GATEWAY TO MONTANA
Montana Visitor Information Center
If your trail to Montana's Lewis and Clark sites starts on Interstate 94, the
Montana Visitor Information Center at Wibaux is the place to stop for the most up-to-date information on events, road conditions and accommodations. Our friendly, "Superhost" trained staff welcomes visitors
May 1 to September 30, seven days a week. The visitor center, located just six miles from the North Dakota border at Exit 242, is well stocked with maps, travel planners, and brochures from throughout the state.
1790s History Mystery
In 1956, a farmer noticed writing on stones he was clearing from his fields four miles northeast of Wibaux. The writings turned out to be
names of nine persons with the last names of Mead, Dean, Pike, Neil and Watson, including two women and a minister. All of the stones have two crosses on them and say, "1791, June 18, killed in the raid", except
for James Mead's, who was killed in October 1790, and the Rev. Neil's, which has four crosses. Who were these people and what were they doing in this area prior to the Lewis and Clark Expedition? Scholars
have tried to solve the mystery, but so far have not come up with anything conclusive. The names were not found in the records of the Hudson Bay Company or any of the
Canadian fur companies, and even if they were trappers, how does one explain the presence of women and a minister?

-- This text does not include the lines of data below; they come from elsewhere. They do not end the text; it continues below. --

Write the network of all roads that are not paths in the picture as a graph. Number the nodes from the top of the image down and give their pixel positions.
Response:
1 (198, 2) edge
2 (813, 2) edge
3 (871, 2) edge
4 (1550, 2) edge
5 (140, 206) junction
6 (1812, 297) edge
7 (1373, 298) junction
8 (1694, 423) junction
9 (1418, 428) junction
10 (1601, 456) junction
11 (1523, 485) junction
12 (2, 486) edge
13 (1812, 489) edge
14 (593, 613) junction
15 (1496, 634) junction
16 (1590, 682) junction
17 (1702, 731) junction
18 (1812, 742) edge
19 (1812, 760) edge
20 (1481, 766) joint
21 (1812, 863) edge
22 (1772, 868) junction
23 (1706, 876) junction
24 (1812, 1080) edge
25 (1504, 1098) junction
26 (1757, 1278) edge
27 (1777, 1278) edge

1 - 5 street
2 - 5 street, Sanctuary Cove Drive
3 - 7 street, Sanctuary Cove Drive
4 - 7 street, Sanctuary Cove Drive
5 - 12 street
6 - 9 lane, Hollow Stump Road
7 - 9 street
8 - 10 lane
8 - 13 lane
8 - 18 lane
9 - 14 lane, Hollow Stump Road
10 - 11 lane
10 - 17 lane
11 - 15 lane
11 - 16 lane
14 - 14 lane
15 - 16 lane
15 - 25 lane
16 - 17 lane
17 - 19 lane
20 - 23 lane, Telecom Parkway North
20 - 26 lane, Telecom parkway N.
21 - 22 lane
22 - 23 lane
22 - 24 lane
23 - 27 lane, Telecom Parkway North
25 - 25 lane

The stones are on display at the Pierre Wibaux Museum, located at 112 E. Orgain Avenue in
downtown Wibaux. The museum, open May 1 to September 30, also features a railroad car that was part of Montana's Territorial Centennial Train at the 1964 New York World's Fair, an old-fashioned
barbershop, a livery stable, and the in-town office/home of Pierre Wibaux, the early-day cattleman after whom the town is named. There is no charge to visit the museum.
History buffs will also find much to explore in the Wibaux Commercial Historic District, which was placed on the National Register of Historic Places in 1989. Among the buildings in the district is a
beautiful, rock-covered church, constructed through the generosity of Pierre Wibaux, the town's founder. A self-guided walking tour of the historic district is available at the visitor information center
or at the Pierre Wibaux Museum.
Pierre Wibaux Monument
Pierre Wibaux was born in Roubaix, France, into a family that had made its fortune in
textiles. His father expected him to continue in this line, but as a young man studying in England, Pierre heard about cattle ranching in the American west, and wanted to try his
hand at it. He came to the Beaver Valley in 1883 and over the next dozen years developed one of the largest ranch operations in Montana. At its peak in the 1890s, his
W Bar Ranch owned about 65,000 cattle and 300 saddle horses, and employed 25 to 35 men during the busy season. When he died in 1913, his will stipulated that his ashes
were to be buried under a statue of himself attired as a cowboy overlooking the land he loved. The statue is located at 812 W. Orgain Avenue.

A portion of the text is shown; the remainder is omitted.